Le coût de la première phase du projet est évalué à 865 millions de dollars US dont 750 millions couvriront des dépenses d’investissement tandis que le reste servira aux coûts de maintenance. Ces fonds couvriront le câble sous-marin, l’étude océanographique, les usines d’installation ; les stations d’amerrissage, les licences, la transmission du trafic et les points d’accès dans les centres urbains. Tyco International a été retenu pour la fourniture et l’installation du câble sous-marin et la société Infinity se considère prête à signer une confirmation du projet qui avalisera l’étude océanographique et fixera le calendrier de fabrication du câble et de l’installation du système. Le début des études océanographiques est prévu pour le second trimestre 2008 et le démarrage commercial de la première phase est anticipé pour le dernier trimestre 2010.

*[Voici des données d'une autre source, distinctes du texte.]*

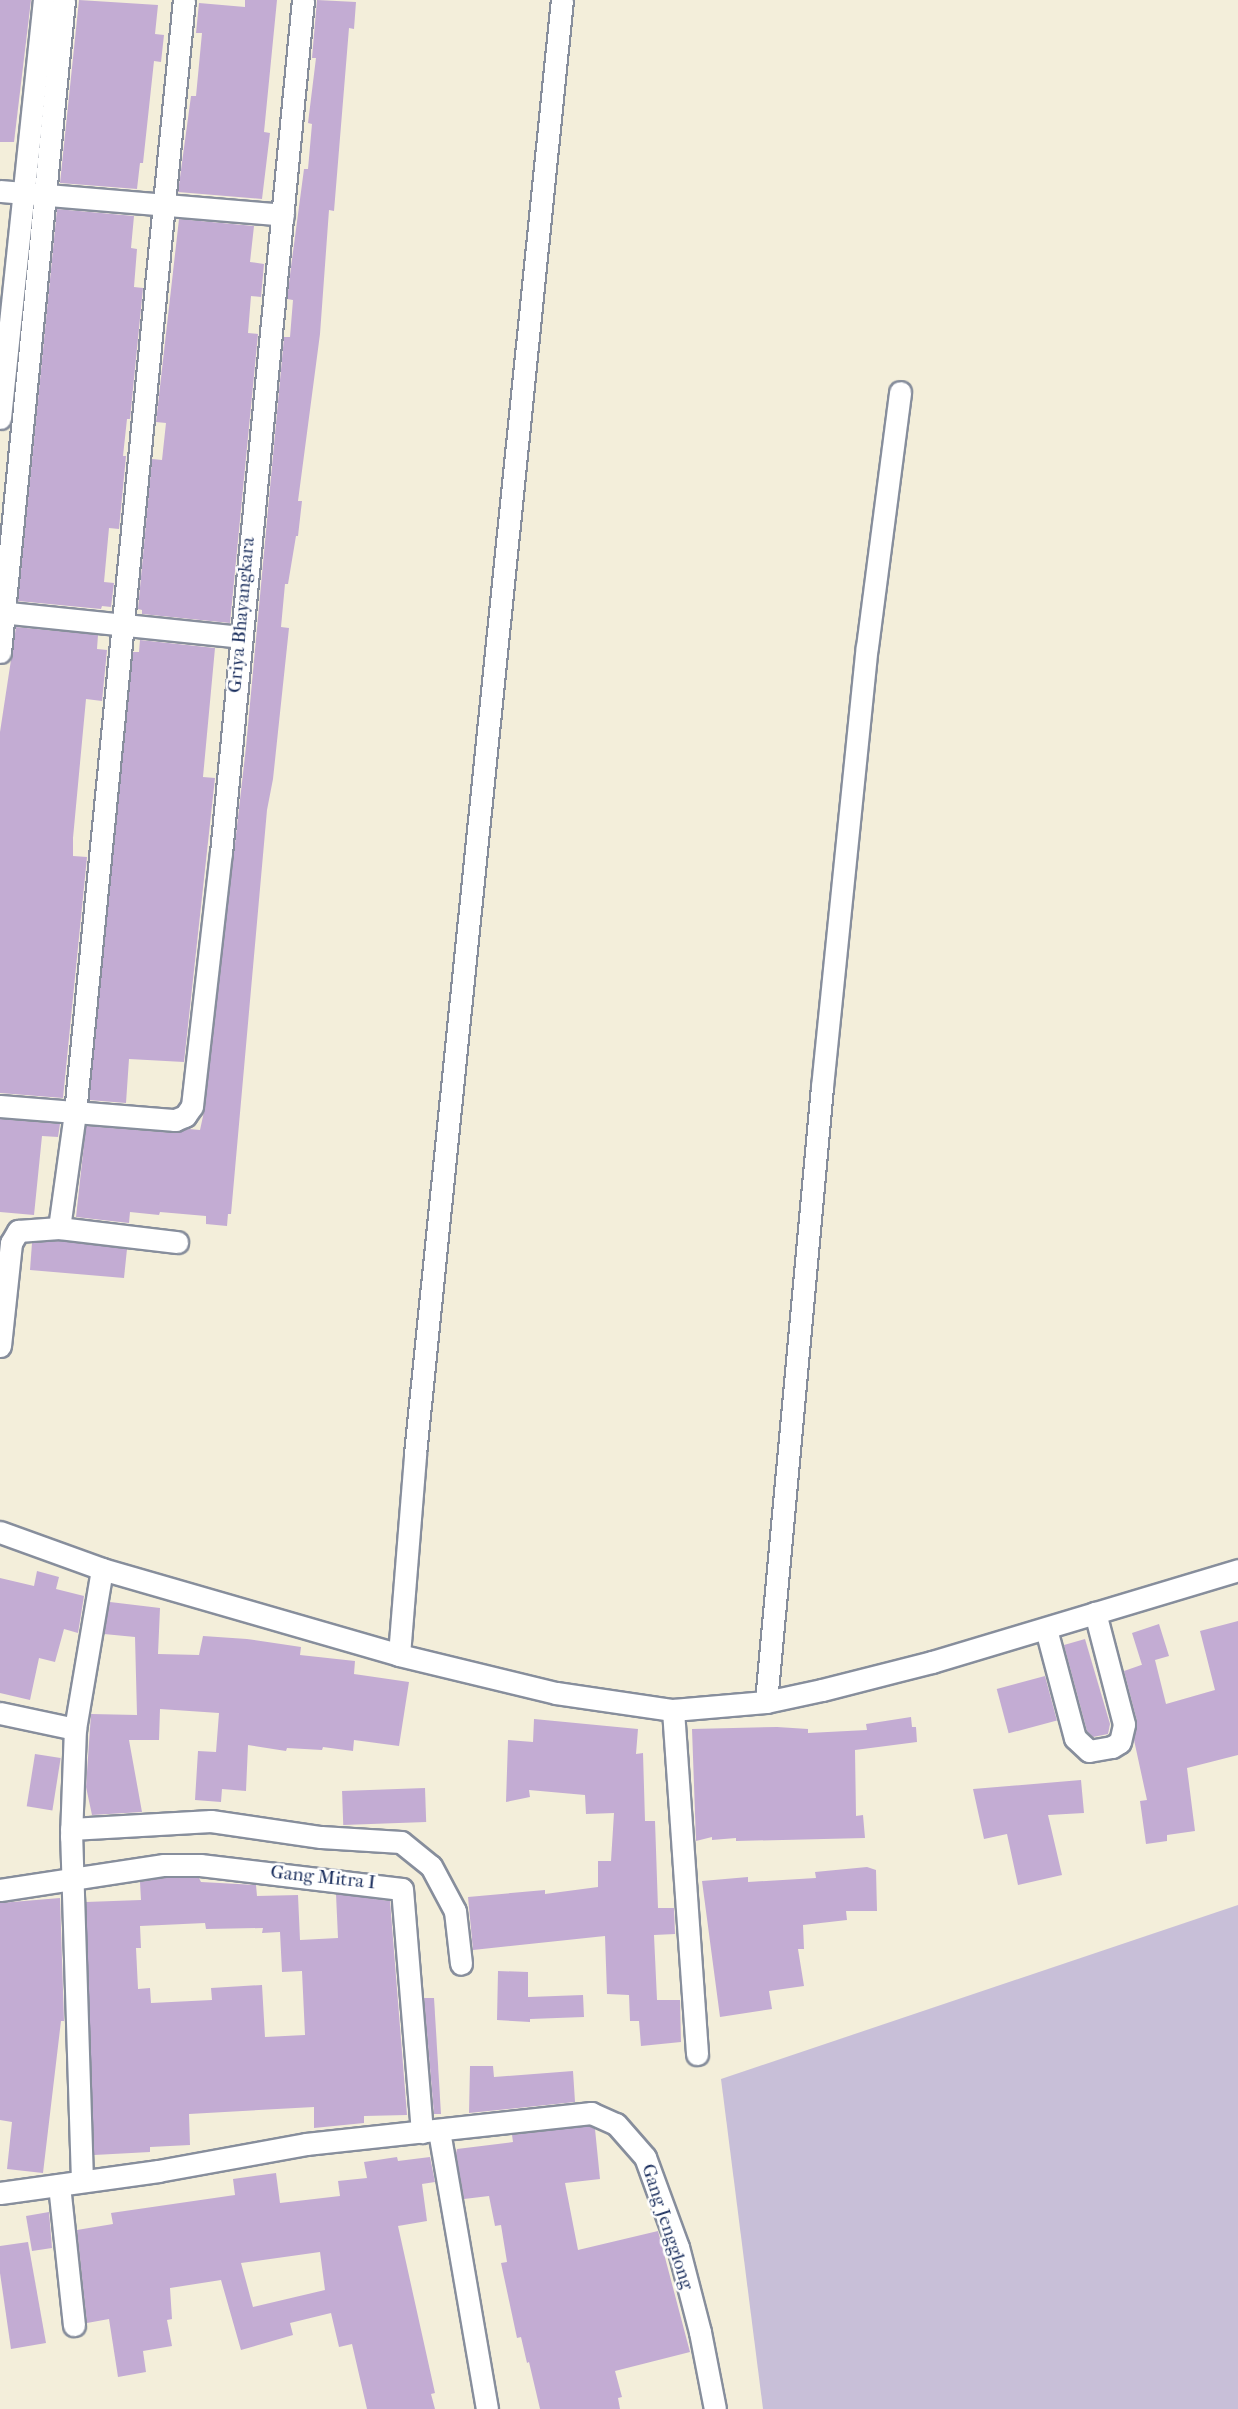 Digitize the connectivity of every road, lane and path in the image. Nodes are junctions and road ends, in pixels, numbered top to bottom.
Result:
1 (44, 0) edge
2 (64, 0) edge
3 (184, 0) edge
4 (303, 0) edge
5 (562, 0) edge
6 (44, 99) junction
7 (0, 191) edge
8 (33, 195) junction
9 (165, 206) junction
10 (283, 215) junction
11 (900, 392) dead end
12 (0, 418) edge
13 (2, 613) edge
14 (122, 626) junction
15 (240, 637) junction
16 (0, 652) edge
17 (0, 1106) edge
18 (75, 1113) junction
19 (59, 1228) junction
20 (177, 1242) dead end
21 (0, 1346) edge
22 (0, 1532) edge
23 (102, 1569) junction
24 (1238, 1570) edge
25 (1095, 1614) junction
26 (1046, 1629) junction
27 (399, 1655) junction
28 (766, 1702) junction
29 (673, 1710) junction
30 (0, 1713) edge
31 (75, 1729) junction
32 (71, 1833) junction
33 (71, 1880) junction
34 (0, 1890) edge
35 (461, 1964) dead end
36 (697, 2054) dead end
37 (431, 2132) junction
38 (82, 2181) junction
39 (59, 2185) junction
40 (0, 2193) edge
41 (75, 2325) dead end
42 (487, 2409) edge
43 (715, 2409) edge

1 - 6 street
2 - 6 street
3 - 9 street
4 - 10 street, Griya Bhayangkara
5 - 27 street
6 - 8 street
7 - 8 street
8 - 9 street
8 - 12 street
8 - 13 street
9 - 10 street
9 - 14 street
10 - 15 street, Griya Bhayangkara
11 - 28 street
13 - 14 street
13 - 16 street
14 - 15 street
14 - 18 street
15 - 18 street, Griya Bhayangkara
17 - 18 street, Griya Bhayangkara
18 - 19 street
19 - 20 street
19 - 21 street
22 - 23 street
23 - 27 street
23 - 31 street
24 - 25 street
25 - 26 street
25 - 26 street
26 - 28 street
27 - 29 street
28 - 29 street
29 - 36 street
30 - 31 street
31 - 32 street
32 - 33 street
32 - 35 street
33 - 34 street, Gang Mitra I
33 - 37 street, Gang Mitra I
33 - 38 street
37 - 38 street, Gang Jengglong
37 - 42 street
37 - 43 street, Gang Jengglong
38 - 39 street, Gang Jengglong
39 - 40 street, Gang Jengglong
39 - 41 street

Durant la première phase du projet, la société Infinity construira une route de fibre optique d’une longueur de 14,000 Km le long de la cote Ouest du continent avec des liens directs vers l’Europe et l’Afrique du Sud. Le réseau reliera Lisbonne au Portugal à Cape Town en Afrique du Sud avec des points d’accès dans les pays d’Afrique subsaharienne incluant le Sénégal, le Ghana, le Nigéria, le Cameroun et l’Angola.

Dans la seconde phase, la société Infinity prévoit de construire des points d’accès supplémentaires dans les pays suivants de la région : les îles Canaries, la Mauritanie, la Gambie, la Guinée-Bissau, le Sierra Léone, le Libéria, la Cote d’Ivoire, le Togo, le Bénin, la Guinée Equatoriale, Sao Tomé, le Gabon, le Congo, le Congo RDC, et la Namibie. Il est aussi question d’explorer la faisabilité de routes intérieures avec des liens vers le Niger, le Mali et le Burkina-Faso.

Plus important, la société Infinity a déjà signé un accord de principe avec VSNL (qui est propriétaire de Néotel, le second opérateur fixe en Afrique du Sud) pour la fourniture de services d’ingénierie et d’architecture ; son réseau global de services et de maintenance. Le réseau international de VSNL s’étend sur quatre continents et comprend une participation majeure dans un réseau de 206,356 Km de fibre optique terrestre et sous-marine.

Le projet de la société Infinity est en concurrence avec trois autres projets (dans l’ordre probable d’arrivée) : le cable Glo de Globacom qui a déjà atteint Dakar, le projet Uhurunet/Infraco piloté par le NEPAD et celui de Mainstreet Technologies. Tous les projets sont grosso modo semblables.

En Afrique du Sud, le ministère des Finances a refusé de financer la participation d’Infraco dans le projet de fibre optique le long de la cote Ouest de l’Afrique (souvent décrit avec soit un point d’accès à Fortaleza ou au Portugal) sur la base de l’absence de participation d’acteurs du secteur privé. Par conséquent l’administration sud-africaine cherche à combiner ses forces au projet Uhurunet du NEPAD qui sera en partie financé par la société indienne Biharti. Infraco a prévu l’organisation d’une réunion des parties intéressées le 15 avril prochain.

Globacomm est resté très discret concernant ses projets d’utilisation du câble. Après avoir annoncé une longue liste de pays en Afrique de l’Ouest qui disposeront d’un point d’accès, il y a peu de signes sur le terrain que des demandes de licences ont été déposées dans plusieurs des pays figurant sur la liste de Globacomm.